* [What the task requires] Return all entries verbatim; skip any pictures.

[Opening Provided material section]

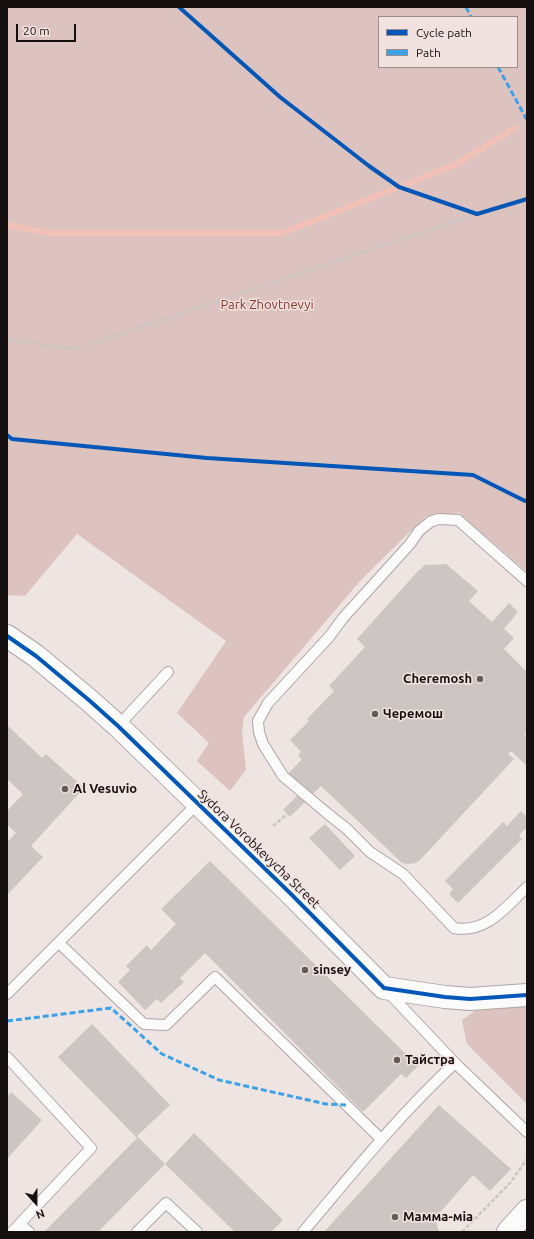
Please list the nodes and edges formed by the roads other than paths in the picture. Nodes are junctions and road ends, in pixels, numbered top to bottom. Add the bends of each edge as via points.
1 (527, 580) edge
2 (7, 636) edge
3 (168, 672) dead end
4 (118, 726) junction
5 (198, 803) junction
6 (527, 887) edge
7 (59, 943) junction
8 (384, 988) junction
9 (526, 991) edge
10 (7, 994) edge
11 (7, 1057) edge
12 (455, 1063) junction
13 (527, 1132) edge
14 (381, 1139) junction
15 (527, 1211) edge
16 (20, 1224) junction
17 (12, 1232) edge
18 (29, 1232) edge
19 (137, 1232) edge
20 (197, 1232) edge
21 (303, 1232) edge
22 (508, 1232) edge

1 - 6 lane via 458,520 438,519 430,522 419,531 329,637 268,703 258,722 263,744 283,776 347,829 370,852 403,874 454,928 465,930 489,922
2 - 4 street, Sydora Vorobkevycha Street via 36,656
3 - 4 lane
4 - 5 street, Sydora Vorobkevycha Street
5 - 7 lane
5 - 8 street, Sydora Vorobkevycha Street
7 - 10 lane
7 - 14 lane via 144,1024 166,1025 215,977
8 - 9 street via 470,999
8 - 12 lane, Sydora Vorobkevycha Street
11 - 16 lane via 91,1148
12 - 13 lane, Sydora Vorobkevycha Street
12 - 14 lane
14 - 21 lane
15 - 22 street
16 - 17 lane
16 - 18 lane
19 - 20 lane via 166,1203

[Closing Provided material section]

* [Written answer]
Please list the nodes and edges formed by the roads other than paths in the picture. Nodes are junctions and road ends, in pixels, numbered top to bottom. Add the bends of each edge as via points.
1 (527, 580) edge
2 (7, 636) edge
3 (168, 672) dead end
4 (118, 726) junction
5 (198, 803) junction
6 (527, 887) edge
7 (59, 943) junction
8 (384, 988) junction
9 (526, 991) edge
10 (7, 994) edge
11 (7, 1057) edge
12 (455, 1063) junction
13 (527, 1132) edge
14 (381, 1139) junction
15 (527, 1211) edge
16 (20, 1224) junction
17 (12, 1232) edge
18 (29, 1232) edge
19 (137, 1232) edge
20 (197, 1232) edge
21 (303, 1232) edge
22 (508, 1232) edge

1 - 6 lane via 458,520 438,519 430,522 419,531 329,637 268,703 258,722 263,744 283,776 347,829 370,852 403,874 454,928 465,930 489,922
2 - 4 street, Sydora Vorobkevycha Street via 36,656
3 - 4 lane
4 - 5 street, Sydora Vorobkevycha Street
5 - 7 lane
5 - 8 street, Sydora Vorobkevycha Street
7 - 10 lane
7 - 14 lane via 144,1024 166,1025 215,977
8 - 9 street via 470,999
8 - 12 lane, Sydora Vorobkevycha Street
11 - 16 lane via 91,1148
12 - 13 lane, Sydora Vorobkevycha Street
12 - 14 lane
14 - 21 lane
15 - 22 street
16 - 17 lane
16 - 18 lane
19 - 20 lane via 166,1203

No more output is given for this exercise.